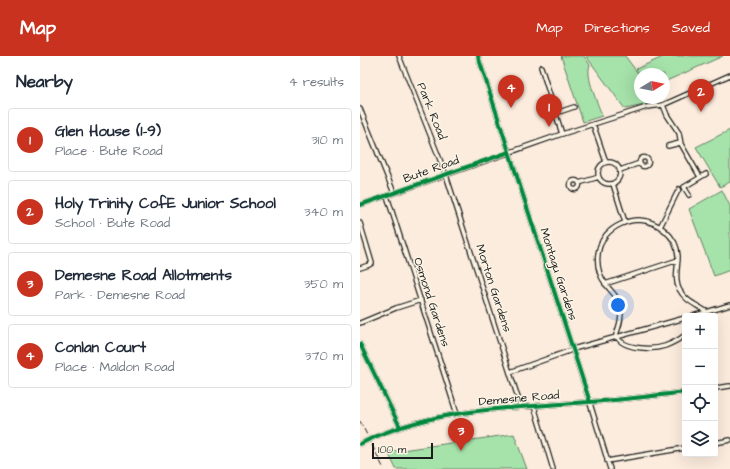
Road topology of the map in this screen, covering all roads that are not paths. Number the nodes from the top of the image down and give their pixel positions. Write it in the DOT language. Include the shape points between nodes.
graph roads {
  1 [pos="399,56"];
  2 [pos="478,56"];
  3 [pos="541,67"];
  4 [pos="730,75"];
  5 [pos="663,105"];
  6 [pos="574,107"];
  7 [pos="360,109"];
  8 [pos="556,113"];
  9 [pos="593,124"];
  10 [pos="562,134"];
  11 [pos="680,143"];
  12 [pos="668,146"];
  13 [pos="509,152"];
  14 [pos="606,162"];
  15 [pos="640,163"];
  16 [pos="620,170"];
  17 [pos="706,174"];
  18 [pos="446,175"];
  19 [pos="599,177"];
  20 [pos="700,177"];
  21 [pos="579,183"];
  22 [pos="613,184"];
  23 [pos="679,189"];
  24 [pos="394,193"];
  25 [pos="688,195"];
  26 [pos="387,196"];
  27 [pos="360,205"];
  28 [pos="626,222"];
  29 [pos="360,223"];
  30 [pos="660,227"];
  31 [pos="678,260"];
  32 [pos="360,268"];
  33 [pos="605,284"];
  34 [pos="420,300"];
  35 [pos="730,305"];
  36 [pos="707,312"];
  37 [pos="682,319"];
  38 [pos="360,323"];
  39 [pos="617,337"];
  40 [pos="682,338"];
  41 [pos="360,344"];
  42 [pos="573,349"];
  43 [pos="569,352"];
  44 [pos="510,372"];
  45 [pos="730,386"];
  46 [pos="718,388"];
  47 [pos="682,392"];
  48 [pos="590,402"];
  49 [pos="534,406"];
  50 [pos="522,407"];
  51 [pos="458,414"];
  52 [pos="400,427"];
  53 [pos="730,440"];
  54 [pos="718,442"];
  55 [pos="360,444"];
  56 [pos="682,448"];
  57 [pos="607,461"];
  58 [pos="553,469"];
  59 [pos="610,469"];
  1 -- 18 [label="street, Park Road"];
  2 -- 13 [label="street, Montagu Gardens"];
  3 -- 8 [label="street"];
  4 -- 5 [label="street, Bute Road"];
  5 -- 9 [label="street, Bute Road" via="647,107"];
  5 -- 11 [label="street" via="679,133"];
  6 -- 8 [label="street"];
  7 -- 24 [label="street"];
  8 -- 10 [label="street"];
  9 -- 10 [label="street, Bute Road"];
  9 -- 14 [label="street"];
  10 -- 13 [label="street, Bute Road"];
  11 -- 12 [label="street"];
  11 -- 20 [label="street"];
  13 -- 18 [label="street, Bute Road"];
  13 -- 42 [label="street, Montagu Gardens"];
  14 -- 16 [label="street" via="615,163"];
  14 -- 19 [label="street" via="599,168"];
  15 -- 16 [label="street"];
  16 -- 22 [label="street" via="620,178"];
  17 -- 20 [label="street"];
  18 -- 24 [label="street, Bute Road"];
  18 -- 44 [label="street, Morton Gardens"];
  19 -- 21 [label="street"];
  19 -- 22 [label="street" via="606,184"];
  20 -- 25 [label="street" via="684,187"];
  22 -- 28 [label="street"];
  23 -- 30 [label="street"];
  24 -- 26 [label="street, Bute Road"];
  26 -- 27 [label="street, Bute Road"];
  26 -- 34 [label="street, Osmond Gardens"];
  28 -- 30 [label="street" via="650,222"];
  28 -- 33 [label="street" via="607,234 600,246 598,269"];
  29 -- 32 [label="street" via="372,262"];
  30 -- 31 [label="street" via="673,240"];
  31 -- 33 [label="street"];
  31 -- 36 [label="street" via="677,278 680,291 688,300"];
  33 -- 39 [label="street" via="620,304 621,318"];
  34 -- 38 [label="street"];
  34 -- 51 [label="street, Osmond Gardens"];
  35 -- 36 [label="street"];
  37 -- 39 [label="street"];
  39 -- 40 [label="street" via="624,344 648,348 664,346"];
  39 -- 42 [label="street"];
  41 -- 52 [label="street"];
  42 -- 48 [label="street, Montagu Gardens"];
  43 -- 44 [label="street"];
  44 -- 50 [label="street, Morton Gardens"];
  45 -- 46 [label="street"];
  47 -- 48 [label="street, Demesne Road"];
  48 -- 49 [label="street, Demesne Road"];
  48 -- 57 [label="street, Montagu Gardens"];
  49 -- 50 [label="street, Demesne Road"];
  49 -- 58 [label="street"];
  50 -- 51 [label="street, Demesne Road"];
  51 -- 52 [label="street, Demesne Road"];
  52 -- 55 [label="street, Demesne Road"];
  53 -- 54 [label="street"];
  56 -- 57 [label="street"];
  57 -- 59 [label="street, Montagu Gardens"];
}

* _Required action_
Copy all lines from the material above that hold the word "Bute".

* _Task answer_
  4 -- 5 [label="street, Bute Road"];
  5 -- 9 [label="street, Bute Road" via="647,107"];
  9 -- 10 [label="street, Bute Road"];
  10 -- 13 [label="street, Bute Road"];
  13 -- 18 [label="street, Bute Road"];
  18 -- 24 [label="street, Bute Road"];
  24 -- 26 [label="street, Bute Road"];
  26 -- 27 [label="street, Bute Road"];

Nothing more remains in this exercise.